One of the many technical requirements of a D reorganization is the necessity to have a substantial non-federal tax reason for the transaction. Election of S corporation status has been associated, at least for private ruling purposes on this issue, with tax avoidance, and D reorganizations will not pass muster if tax avoidance is an important motivating factor. There is substantial uncertainty about this issue. Accordingly, it would appear prudent to avoid an S election for the new companies unless the taxpayer can obtain a private ruling specifically sanctioning the election.

Other Important Matters
1. D reorganizations, particularly spin-offs, are very closely scrutinized by the IRS. Typically, the potential tax cost and the attendant professional liability ramifications of a disallowed D reorganization are staggering.
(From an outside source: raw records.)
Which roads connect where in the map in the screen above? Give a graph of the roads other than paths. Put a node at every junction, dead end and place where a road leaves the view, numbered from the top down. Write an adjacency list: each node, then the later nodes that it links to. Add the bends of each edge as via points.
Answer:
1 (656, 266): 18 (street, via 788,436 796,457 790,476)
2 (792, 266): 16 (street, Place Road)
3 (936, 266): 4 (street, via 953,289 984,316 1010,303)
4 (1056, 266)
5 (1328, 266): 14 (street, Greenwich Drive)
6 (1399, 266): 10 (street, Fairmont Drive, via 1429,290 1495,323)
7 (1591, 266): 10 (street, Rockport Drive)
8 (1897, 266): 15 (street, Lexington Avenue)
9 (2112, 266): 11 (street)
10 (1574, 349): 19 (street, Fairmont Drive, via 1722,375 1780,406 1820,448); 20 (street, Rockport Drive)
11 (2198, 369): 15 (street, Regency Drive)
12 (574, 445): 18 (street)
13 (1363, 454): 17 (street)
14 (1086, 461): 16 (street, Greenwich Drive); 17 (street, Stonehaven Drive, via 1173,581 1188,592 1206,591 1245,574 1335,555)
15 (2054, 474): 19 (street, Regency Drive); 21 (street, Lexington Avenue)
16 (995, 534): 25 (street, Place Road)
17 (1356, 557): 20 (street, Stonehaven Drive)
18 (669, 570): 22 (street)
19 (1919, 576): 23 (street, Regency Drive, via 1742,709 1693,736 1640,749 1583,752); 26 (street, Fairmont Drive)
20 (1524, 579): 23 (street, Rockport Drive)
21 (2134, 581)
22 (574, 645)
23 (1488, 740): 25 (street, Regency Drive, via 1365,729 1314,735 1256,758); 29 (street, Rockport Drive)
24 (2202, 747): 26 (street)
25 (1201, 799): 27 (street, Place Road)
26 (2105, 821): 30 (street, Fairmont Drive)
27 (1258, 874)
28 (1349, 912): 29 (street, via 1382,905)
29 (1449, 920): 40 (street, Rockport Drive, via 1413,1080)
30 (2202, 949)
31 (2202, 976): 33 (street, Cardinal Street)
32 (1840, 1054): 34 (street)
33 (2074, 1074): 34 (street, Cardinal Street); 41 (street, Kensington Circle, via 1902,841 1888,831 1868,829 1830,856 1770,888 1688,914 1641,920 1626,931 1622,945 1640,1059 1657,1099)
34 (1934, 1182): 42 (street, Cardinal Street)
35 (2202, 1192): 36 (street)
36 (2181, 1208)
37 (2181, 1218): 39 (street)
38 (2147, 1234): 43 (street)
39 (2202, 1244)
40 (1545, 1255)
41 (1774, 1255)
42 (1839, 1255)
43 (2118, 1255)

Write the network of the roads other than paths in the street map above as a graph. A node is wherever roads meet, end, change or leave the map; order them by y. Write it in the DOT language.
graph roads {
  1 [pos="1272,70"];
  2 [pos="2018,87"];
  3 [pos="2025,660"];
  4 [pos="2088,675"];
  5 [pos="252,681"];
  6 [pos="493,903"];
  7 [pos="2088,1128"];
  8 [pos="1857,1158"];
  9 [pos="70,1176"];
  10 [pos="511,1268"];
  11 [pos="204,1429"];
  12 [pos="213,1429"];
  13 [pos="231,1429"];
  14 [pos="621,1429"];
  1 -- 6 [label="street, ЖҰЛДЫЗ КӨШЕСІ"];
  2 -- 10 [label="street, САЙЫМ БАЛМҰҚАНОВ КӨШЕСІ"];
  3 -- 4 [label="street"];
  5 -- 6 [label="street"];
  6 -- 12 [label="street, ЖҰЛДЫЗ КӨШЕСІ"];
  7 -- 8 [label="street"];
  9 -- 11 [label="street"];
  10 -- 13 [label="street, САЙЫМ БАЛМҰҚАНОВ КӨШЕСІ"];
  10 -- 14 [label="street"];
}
Accordingly, knowledgeable commentators on this subject strongly urge obtaining a private ruling prior to consummating a D reorganization. The requirements for a D reorganization are extremely technical and extremely complex. Also, some of the requirements are subject to considerable and unpredictable interpretation by the IRS and the courts. Given that close IRS scrutiny is virtually guaranteed, I urge you in the strongest possible terms to convince your client to seek a private ruling on this matter.

2. As stated above, the D reorganization provisions are extremely technical and extremely complex. I have considered the issues that you have identified above narrowly. In other words, the scope of this project is strictly limited to the issues above. There are numerous critical matters which must be considered, and I have not attempted to address them. There are two reasons for my having taken this position. First, my involvement with this matter has been limited. A tax-free reorganization is a major event, the successful execution of which requires a substantial investment in professional time. My involvement does not even begin to approach the investment necessary to insure a favorable result. Second, my knowledge of your client's circumstances is extremely limited. It is absolutely essential that intimate knowledge of your client's facts be integrated with understanding of the technical provisions involved.

Of course, my services are at your disposal should you desire them.

3. There has been no consideration of state income taxes, or the state and local non-income tax ramifications, e.g., sales taxes, property tax revaluations, etc..

Addendum:
In our phone conversation today, we wondered whether leaving the new business segment in the original corporate shell would change the problem with the five year active business requirement. It does not. §355(b)(2) provides that both the distributing and the controlled corporation must each meet the five year requirement.